**Task description**
Out of the material that follows, write out exactly the lines from the line with "Digitize the connectivity" to the line with "Trace every road, lane", both ends included, and no others.
"""
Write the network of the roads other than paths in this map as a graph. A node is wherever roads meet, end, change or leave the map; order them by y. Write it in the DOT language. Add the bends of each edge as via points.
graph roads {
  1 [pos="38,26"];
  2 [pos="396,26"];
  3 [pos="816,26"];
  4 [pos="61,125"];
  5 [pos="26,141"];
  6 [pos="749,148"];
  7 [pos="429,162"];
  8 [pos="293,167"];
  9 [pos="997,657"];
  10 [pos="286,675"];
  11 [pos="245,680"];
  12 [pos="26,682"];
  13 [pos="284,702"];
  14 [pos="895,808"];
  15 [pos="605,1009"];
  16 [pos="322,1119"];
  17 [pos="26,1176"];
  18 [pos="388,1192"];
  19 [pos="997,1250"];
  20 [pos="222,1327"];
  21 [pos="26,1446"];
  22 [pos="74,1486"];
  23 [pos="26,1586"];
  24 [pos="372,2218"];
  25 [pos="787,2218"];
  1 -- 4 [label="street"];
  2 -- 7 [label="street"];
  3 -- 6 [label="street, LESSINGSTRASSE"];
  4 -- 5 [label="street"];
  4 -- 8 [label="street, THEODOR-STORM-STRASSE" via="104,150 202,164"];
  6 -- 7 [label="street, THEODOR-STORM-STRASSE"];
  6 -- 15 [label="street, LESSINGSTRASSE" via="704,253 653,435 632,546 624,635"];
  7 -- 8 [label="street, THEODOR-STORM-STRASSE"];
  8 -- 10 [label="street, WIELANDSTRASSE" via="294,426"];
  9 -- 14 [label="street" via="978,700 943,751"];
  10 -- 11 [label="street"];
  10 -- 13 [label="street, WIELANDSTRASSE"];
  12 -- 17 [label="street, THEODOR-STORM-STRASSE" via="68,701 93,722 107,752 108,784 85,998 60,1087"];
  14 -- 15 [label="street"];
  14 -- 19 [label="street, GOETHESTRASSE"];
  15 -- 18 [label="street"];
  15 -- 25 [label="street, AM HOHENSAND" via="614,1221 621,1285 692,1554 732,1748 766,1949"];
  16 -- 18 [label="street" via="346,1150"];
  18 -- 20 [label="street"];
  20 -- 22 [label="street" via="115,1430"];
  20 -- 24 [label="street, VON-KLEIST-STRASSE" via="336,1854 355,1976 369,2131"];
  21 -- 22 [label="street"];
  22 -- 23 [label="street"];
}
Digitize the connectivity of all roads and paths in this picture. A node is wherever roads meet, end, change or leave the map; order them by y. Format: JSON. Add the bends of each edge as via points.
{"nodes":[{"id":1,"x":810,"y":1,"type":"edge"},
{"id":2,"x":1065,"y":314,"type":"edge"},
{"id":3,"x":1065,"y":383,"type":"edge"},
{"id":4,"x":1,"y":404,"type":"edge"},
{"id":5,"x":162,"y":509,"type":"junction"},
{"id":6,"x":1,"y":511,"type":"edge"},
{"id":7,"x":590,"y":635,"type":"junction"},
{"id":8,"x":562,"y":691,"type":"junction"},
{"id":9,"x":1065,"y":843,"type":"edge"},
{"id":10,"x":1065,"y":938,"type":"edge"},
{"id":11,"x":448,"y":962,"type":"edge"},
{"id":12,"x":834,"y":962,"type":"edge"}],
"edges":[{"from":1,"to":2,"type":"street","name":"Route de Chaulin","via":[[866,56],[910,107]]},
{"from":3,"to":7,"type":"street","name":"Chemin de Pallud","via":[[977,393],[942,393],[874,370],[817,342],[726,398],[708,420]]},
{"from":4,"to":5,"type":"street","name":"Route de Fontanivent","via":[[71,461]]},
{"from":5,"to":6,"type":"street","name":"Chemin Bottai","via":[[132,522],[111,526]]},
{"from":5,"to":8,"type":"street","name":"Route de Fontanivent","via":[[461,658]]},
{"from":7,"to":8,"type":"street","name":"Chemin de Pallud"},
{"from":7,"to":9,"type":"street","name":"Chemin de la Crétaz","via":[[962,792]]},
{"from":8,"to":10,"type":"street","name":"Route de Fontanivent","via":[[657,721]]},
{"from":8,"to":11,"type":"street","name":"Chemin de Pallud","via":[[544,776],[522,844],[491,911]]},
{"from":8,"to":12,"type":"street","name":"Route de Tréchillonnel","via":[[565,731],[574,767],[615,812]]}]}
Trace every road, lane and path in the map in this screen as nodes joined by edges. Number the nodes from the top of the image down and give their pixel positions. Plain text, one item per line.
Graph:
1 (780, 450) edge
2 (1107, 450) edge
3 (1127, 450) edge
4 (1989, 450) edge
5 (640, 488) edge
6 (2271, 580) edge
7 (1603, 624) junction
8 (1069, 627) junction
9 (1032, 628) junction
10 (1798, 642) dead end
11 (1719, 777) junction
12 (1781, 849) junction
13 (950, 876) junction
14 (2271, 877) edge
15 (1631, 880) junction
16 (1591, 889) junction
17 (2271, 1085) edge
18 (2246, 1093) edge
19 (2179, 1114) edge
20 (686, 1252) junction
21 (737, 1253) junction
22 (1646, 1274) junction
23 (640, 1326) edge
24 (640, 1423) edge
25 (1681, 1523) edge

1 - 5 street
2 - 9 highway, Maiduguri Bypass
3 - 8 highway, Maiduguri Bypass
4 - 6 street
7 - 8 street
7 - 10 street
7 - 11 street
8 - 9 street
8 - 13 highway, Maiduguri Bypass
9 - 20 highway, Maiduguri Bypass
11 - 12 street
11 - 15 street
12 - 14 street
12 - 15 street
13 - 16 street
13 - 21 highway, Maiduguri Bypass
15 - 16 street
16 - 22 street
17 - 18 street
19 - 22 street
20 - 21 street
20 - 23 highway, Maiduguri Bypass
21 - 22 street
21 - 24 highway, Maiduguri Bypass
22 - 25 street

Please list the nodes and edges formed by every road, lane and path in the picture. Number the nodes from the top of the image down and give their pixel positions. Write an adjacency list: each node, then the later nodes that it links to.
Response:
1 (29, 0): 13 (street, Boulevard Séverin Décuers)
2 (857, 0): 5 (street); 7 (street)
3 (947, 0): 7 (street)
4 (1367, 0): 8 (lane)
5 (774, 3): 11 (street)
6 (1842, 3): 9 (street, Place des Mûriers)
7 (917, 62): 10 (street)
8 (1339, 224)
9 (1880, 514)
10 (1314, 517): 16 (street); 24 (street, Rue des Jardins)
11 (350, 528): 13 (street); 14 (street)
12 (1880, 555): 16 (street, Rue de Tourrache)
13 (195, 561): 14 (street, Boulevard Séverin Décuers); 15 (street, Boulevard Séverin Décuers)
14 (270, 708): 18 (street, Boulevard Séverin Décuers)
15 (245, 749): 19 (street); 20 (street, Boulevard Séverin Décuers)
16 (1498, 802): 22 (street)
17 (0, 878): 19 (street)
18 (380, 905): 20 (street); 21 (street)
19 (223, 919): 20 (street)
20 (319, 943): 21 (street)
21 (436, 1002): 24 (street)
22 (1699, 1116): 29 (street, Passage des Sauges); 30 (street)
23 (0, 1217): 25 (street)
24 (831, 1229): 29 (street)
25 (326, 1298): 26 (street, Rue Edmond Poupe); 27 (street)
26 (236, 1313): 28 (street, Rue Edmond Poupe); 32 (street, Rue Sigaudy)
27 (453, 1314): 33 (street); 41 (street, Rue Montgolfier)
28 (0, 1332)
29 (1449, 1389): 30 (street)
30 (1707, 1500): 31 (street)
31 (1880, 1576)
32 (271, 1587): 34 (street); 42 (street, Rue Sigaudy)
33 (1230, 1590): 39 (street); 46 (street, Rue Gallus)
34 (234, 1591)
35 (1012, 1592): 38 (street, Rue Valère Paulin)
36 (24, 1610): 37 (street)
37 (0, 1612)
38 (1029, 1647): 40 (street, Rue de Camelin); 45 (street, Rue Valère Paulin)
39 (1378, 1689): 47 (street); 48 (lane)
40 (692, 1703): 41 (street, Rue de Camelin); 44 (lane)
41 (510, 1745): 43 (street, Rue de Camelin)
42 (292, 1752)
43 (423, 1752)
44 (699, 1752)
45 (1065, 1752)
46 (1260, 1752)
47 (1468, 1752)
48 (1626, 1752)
"""
**Exercise answer**
Digitize the connectivity of all roads and paths in this picture. A node is wherever roads meet, end, change or leave the map; order them by y. Format: JSON. Add the bends of each edge as via points.
{"nodes":[{"id":1,"x":810,"y":1,"type":"edge"},
{"id":2,"x":1065,"y":314,"type":"edge"},
{"id":3,"x":1065,"y":383,"type":"edge"},
{"id":4,"x":1,"y":404,"type":"edge"},
{"id":5,"x":162,"y":509,"type":"junction"},
{"id":6,"x":1,"y":511,"type":"edge"},
{"id":7,"x":590,"y":635,"type":"junction"},
{"id":8,"x":562,"y":691,"type":"junction"},
{"id":9,"x":1065,"y":843,"type":"edge"},
{"id":10,"x":1065,"y":938,"type":"edge"},
{"id":11,"x":448,"y":962,"type":"edge"},
{"id":12,"x":834,"y":962,"type":"edge"}],
"edges":[{"from":1,"to":2,"type":"street","name":"Route de Chaulin","via":[[866,56],[910,107]]},
{"from":3,"to":7,"type":"street","name":"Chemin de Pallud","via":[[977,393],[942,393],[874,370],[817,342],[726,398],[708,420]]},
{"from":4,"to":5,"type":"street","name":"Route de Fontanivent","via":[[71,461]]},
{"from":5,"to":6,"type":"street","name":"Chemin Bottai","via":[[132,522],[111,526]]},
{"from":5,"to":8,"type":"street","name":"Route de Fontanivent","via":[[461,658]]},
{"from":7,"to":8,"type":"street","name":"Chemin de Pallud"},
{"from":7,"to":9,"type":"street","name":"Chemin de la Crétaz","via":[[962,792]]},
{"from":8,"to":10,"type":"street","name":"Route de Fontanivent","via":[[657,721]]},
{"from":8,"to":11,"type":"street","name":"Chemin de Pallud","via":[[544,776],[522,844],[491,911]]},
{"from":8,"to":12,"type":"street","name":"Route de Tréchillonnel","via":[[565,731],[574,767],[615,812]]}]}
Trace every road, lane and path in the map in this screen as nodes joined by edges. Number the nodes from the top of the image down and give their pixel positions. Plain text, one item per line.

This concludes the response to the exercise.